*EXERCISE MATERIAL*.
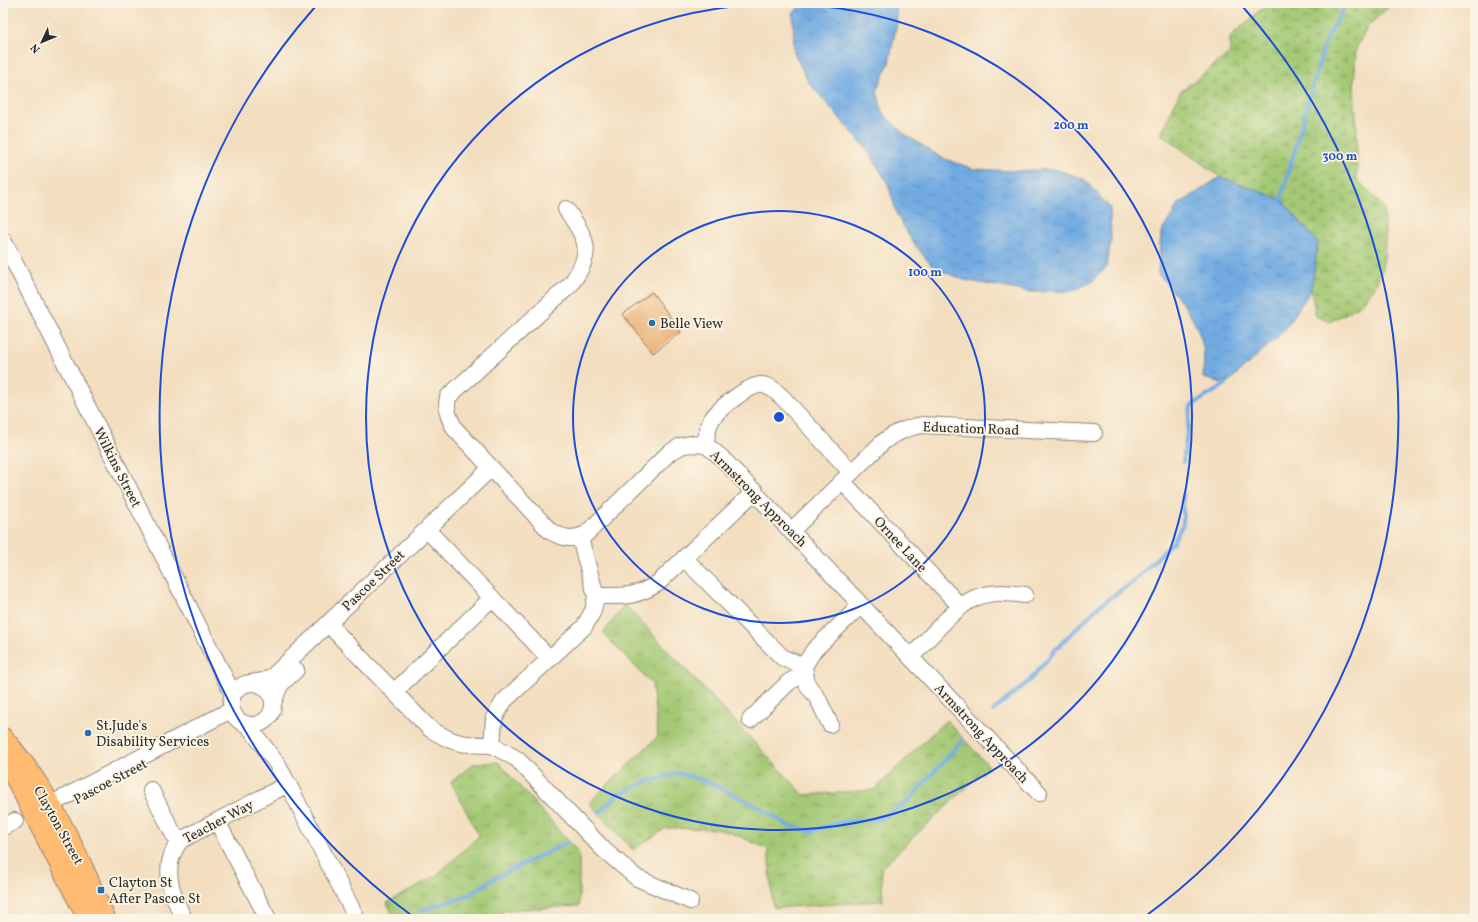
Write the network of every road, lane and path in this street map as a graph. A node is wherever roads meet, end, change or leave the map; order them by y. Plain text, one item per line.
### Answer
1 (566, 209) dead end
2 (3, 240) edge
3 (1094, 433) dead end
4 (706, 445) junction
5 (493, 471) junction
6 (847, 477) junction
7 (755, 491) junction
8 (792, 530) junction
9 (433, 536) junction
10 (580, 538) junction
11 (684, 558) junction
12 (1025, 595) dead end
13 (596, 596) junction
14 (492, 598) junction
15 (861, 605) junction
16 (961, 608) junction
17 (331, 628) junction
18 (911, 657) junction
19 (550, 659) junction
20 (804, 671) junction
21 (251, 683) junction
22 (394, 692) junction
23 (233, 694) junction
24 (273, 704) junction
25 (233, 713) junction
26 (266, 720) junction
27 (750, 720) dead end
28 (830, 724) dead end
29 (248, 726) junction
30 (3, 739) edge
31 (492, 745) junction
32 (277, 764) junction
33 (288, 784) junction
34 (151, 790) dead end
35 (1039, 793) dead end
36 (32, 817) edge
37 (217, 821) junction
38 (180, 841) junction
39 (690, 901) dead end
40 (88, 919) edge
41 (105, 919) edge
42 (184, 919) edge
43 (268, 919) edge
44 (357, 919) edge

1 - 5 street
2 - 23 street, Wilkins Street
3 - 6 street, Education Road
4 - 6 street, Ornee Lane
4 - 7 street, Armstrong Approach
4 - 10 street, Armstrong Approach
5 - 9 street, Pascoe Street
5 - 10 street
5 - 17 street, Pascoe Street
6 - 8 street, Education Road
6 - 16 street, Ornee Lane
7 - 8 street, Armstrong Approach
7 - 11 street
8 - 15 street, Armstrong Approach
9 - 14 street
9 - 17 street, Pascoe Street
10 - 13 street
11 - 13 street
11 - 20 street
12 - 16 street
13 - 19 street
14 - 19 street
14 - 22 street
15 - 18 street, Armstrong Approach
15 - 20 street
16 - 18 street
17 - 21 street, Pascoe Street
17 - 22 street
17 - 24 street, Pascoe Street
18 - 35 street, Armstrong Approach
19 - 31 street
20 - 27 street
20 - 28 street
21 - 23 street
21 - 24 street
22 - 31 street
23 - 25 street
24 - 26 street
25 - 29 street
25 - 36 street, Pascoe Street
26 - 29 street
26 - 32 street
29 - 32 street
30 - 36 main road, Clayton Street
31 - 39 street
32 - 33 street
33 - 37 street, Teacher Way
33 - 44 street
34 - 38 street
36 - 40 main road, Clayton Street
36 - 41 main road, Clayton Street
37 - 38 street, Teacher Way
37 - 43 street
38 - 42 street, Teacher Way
...
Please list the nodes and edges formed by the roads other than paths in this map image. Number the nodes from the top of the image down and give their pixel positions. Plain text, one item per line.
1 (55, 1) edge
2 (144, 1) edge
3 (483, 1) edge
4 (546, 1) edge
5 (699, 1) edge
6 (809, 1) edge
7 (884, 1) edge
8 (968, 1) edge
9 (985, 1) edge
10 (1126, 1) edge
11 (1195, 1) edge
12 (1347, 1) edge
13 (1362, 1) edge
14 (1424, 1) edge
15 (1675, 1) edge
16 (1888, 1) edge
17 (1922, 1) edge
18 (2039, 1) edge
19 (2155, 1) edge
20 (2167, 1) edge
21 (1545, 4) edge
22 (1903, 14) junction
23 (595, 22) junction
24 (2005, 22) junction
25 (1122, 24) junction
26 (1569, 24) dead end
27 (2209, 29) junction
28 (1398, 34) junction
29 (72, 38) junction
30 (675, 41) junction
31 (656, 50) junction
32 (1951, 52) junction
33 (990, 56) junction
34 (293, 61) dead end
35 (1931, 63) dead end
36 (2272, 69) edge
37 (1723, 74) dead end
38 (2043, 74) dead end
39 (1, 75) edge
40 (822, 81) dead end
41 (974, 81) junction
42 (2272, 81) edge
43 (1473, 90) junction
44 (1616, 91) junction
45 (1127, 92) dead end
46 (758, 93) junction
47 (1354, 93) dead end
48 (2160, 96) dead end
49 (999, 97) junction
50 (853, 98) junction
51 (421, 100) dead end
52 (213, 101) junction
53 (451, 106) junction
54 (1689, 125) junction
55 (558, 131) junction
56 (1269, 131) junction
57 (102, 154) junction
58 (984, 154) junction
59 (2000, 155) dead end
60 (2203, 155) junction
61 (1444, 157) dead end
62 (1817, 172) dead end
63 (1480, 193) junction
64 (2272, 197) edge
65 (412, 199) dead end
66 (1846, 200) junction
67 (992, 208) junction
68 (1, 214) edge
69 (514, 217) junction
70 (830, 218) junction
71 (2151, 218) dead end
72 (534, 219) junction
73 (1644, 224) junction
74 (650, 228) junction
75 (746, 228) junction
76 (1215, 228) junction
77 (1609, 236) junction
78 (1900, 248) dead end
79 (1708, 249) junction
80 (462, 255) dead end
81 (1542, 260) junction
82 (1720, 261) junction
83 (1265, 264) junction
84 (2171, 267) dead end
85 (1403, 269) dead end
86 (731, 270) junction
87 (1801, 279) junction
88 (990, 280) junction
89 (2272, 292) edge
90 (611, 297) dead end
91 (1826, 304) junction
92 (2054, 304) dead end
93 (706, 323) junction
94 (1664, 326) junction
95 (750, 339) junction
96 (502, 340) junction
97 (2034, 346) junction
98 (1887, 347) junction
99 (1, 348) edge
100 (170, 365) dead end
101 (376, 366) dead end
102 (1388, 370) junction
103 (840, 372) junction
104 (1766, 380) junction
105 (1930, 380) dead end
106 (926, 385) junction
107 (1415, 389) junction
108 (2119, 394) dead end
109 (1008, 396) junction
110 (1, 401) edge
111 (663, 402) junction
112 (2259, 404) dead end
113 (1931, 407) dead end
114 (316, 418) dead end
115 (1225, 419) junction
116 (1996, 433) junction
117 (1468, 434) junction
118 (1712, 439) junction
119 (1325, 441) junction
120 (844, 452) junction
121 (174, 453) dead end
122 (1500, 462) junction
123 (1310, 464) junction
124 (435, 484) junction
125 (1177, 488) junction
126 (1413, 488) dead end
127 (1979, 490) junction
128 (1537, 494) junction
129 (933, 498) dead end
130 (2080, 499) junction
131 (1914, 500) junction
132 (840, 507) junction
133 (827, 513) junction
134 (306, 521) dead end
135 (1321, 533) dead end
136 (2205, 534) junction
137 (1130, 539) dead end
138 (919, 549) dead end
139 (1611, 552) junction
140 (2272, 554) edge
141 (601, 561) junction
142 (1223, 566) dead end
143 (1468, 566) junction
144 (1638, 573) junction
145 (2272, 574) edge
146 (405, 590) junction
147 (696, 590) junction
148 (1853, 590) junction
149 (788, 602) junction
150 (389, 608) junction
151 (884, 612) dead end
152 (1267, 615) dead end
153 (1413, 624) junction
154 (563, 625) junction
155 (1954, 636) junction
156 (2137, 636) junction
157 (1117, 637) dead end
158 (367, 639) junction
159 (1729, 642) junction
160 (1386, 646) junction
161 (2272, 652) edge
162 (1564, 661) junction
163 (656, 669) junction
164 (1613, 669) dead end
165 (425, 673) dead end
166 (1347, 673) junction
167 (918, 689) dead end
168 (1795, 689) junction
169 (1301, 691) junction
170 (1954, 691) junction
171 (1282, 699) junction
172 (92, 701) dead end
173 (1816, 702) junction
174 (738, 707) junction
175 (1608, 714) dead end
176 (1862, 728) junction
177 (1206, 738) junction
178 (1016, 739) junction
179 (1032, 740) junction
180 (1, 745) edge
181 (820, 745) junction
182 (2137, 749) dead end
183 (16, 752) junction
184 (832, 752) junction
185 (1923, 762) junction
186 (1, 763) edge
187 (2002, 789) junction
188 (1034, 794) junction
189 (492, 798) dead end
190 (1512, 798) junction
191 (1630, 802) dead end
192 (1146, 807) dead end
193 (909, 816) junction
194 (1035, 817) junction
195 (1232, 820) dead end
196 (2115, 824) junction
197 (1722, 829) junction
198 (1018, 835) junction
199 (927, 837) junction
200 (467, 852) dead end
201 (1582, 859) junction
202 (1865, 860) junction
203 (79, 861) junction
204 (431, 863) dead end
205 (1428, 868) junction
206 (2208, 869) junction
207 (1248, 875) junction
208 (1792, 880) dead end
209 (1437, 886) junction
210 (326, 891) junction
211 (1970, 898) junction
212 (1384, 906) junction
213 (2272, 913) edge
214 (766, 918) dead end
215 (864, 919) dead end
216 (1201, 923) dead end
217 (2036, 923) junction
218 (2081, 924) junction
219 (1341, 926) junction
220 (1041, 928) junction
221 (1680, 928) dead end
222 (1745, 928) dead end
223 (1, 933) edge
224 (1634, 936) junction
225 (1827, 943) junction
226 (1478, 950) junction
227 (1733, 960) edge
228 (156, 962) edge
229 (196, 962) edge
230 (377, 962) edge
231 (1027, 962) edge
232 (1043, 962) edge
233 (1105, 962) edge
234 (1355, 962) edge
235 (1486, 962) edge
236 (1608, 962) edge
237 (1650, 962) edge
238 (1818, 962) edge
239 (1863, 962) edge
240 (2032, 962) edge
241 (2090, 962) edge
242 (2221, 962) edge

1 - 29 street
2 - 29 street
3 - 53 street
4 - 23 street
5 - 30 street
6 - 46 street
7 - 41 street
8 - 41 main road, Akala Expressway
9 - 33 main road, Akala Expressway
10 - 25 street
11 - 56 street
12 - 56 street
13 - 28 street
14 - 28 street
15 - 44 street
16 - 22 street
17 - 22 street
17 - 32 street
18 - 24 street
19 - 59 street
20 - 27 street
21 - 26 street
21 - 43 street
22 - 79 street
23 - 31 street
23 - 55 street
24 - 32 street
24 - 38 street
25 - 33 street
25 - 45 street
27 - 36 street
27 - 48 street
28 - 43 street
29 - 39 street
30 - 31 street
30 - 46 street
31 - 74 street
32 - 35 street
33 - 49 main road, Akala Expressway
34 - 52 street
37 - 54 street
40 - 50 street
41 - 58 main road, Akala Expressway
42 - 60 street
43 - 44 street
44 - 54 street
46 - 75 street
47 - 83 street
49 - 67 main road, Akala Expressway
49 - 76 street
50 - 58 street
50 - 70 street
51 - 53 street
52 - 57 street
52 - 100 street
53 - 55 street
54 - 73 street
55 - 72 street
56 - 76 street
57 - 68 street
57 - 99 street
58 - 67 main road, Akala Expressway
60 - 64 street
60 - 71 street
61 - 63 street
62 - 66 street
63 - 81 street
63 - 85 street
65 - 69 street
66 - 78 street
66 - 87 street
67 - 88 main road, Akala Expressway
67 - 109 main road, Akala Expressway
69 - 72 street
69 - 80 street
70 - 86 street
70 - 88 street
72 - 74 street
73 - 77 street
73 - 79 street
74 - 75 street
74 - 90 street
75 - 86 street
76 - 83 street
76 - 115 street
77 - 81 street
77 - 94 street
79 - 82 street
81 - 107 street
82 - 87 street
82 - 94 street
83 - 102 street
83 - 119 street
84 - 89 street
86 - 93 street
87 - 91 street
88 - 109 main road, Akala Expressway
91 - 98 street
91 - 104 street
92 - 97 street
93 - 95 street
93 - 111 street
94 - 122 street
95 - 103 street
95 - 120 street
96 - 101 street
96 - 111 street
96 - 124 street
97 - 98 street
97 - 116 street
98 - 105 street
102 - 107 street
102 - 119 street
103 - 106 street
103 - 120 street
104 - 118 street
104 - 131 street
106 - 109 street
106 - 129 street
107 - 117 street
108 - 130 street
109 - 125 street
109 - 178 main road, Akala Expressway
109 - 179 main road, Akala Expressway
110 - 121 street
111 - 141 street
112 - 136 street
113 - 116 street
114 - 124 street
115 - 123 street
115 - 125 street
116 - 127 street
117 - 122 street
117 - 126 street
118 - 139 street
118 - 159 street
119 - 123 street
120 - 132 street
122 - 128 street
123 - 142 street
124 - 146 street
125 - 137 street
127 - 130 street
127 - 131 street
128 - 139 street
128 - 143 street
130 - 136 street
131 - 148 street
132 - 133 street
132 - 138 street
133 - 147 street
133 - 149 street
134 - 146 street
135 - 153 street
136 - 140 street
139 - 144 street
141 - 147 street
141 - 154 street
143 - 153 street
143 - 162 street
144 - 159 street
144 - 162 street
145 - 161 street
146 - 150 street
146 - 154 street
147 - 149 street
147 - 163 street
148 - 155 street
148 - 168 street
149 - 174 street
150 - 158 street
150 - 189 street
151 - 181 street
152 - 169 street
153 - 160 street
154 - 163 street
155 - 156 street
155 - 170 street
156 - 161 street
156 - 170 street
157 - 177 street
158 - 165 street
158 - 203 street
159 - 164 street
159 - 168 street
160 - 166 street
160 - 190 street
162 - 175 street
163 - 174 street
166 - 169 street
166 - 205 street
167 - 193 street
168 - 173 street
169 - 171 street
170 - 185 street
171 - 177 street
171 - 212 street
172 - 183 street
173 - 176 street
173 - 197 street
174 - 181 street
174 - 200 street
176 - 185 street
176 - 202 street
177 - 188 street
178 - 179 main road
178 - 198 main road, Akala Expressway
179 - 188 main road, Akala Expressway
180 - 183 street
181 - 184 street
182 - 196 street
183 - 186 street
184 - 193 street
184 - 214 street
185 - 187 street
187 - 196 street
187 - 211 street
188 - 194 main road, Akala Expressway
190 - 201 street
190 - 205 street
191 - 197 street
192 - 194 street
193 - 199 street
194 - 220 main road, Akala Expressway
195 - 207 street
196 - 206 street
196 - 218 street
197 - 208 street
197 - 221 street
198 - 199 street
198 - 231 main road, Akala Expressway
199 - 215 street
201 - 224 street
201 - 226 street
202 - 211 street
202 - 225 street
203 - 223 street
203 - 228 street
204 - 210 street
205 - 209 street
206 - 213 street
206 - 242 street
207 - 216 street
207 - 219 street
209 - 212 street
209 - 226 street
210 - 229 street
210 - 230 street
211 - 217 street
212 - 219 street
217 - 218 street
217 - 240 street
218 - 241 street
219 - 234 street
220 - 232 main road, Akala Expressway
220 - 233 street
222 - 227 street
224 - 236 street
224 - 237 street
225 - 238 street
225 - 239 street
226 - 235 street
--
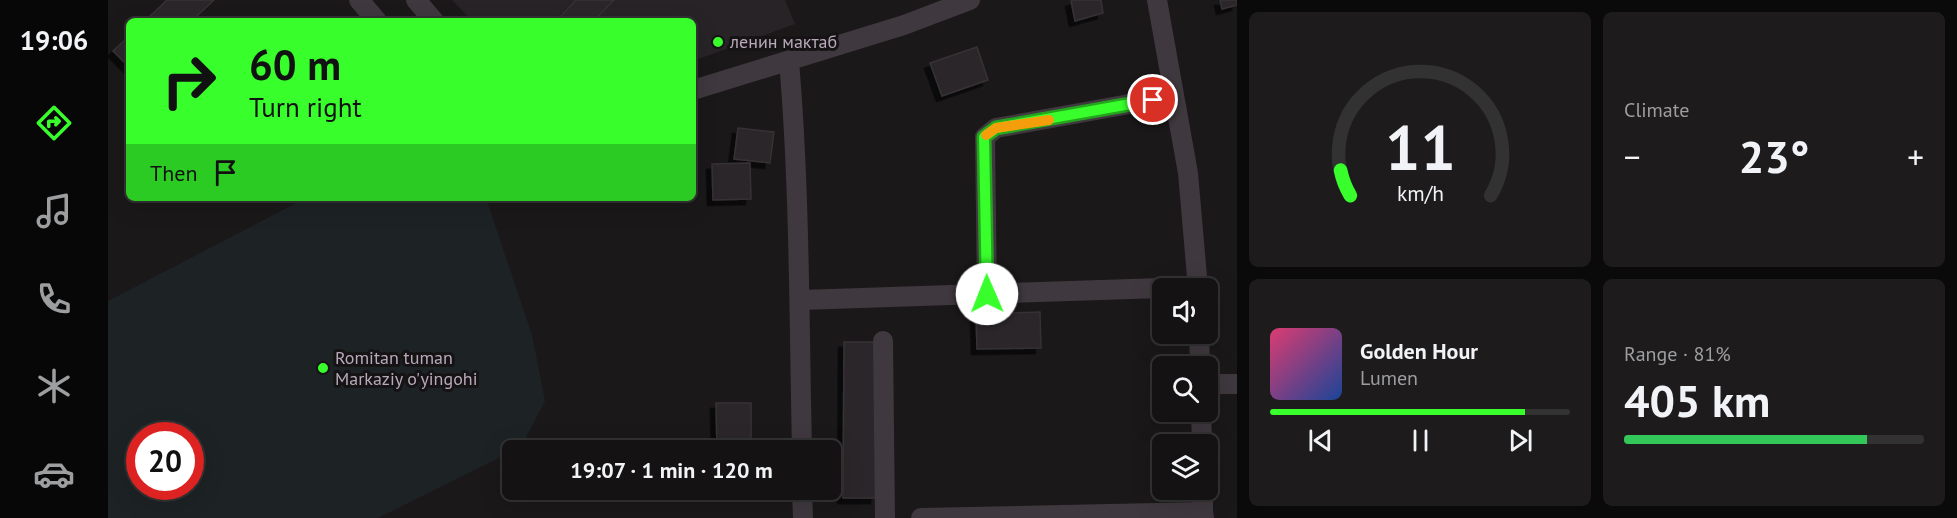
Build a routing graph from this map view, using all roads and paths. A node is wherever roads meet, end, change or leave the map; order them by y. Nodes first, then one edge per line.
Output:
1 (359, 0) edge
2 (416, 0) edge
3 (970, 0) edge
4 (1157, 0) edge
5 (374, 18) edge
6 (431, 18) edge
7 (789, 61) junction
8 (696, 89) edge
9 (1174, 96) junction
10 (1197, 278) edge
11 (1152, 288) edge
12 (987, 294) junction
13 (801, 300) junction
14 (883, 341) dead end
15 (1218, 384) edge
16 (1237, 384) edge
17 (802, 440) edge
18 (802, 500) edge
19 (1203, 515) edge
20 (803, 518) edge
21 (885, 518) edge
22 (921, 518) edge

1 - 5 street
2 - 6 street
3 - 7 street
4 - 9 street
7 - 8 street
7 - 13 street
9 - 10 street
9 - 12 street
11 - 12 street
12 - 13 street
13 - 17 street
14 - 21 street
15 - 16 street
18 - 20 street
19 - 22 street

*WHAT YOU NEED TO DO*. From the listing above, return each line with the word "meet".

*OUTPUT OF THE EXERCISE*.
Write the network of every road, lane and path in this street map as a graph. A node is wherever roads meet, end, change or leave the map; order them by y. Plain text, one item per line.
Build a routing graph from this map view, using all roads and paths. A node is wherever roads meet, end, change or leave the map; order them by y. Nodes first, then one edge per line.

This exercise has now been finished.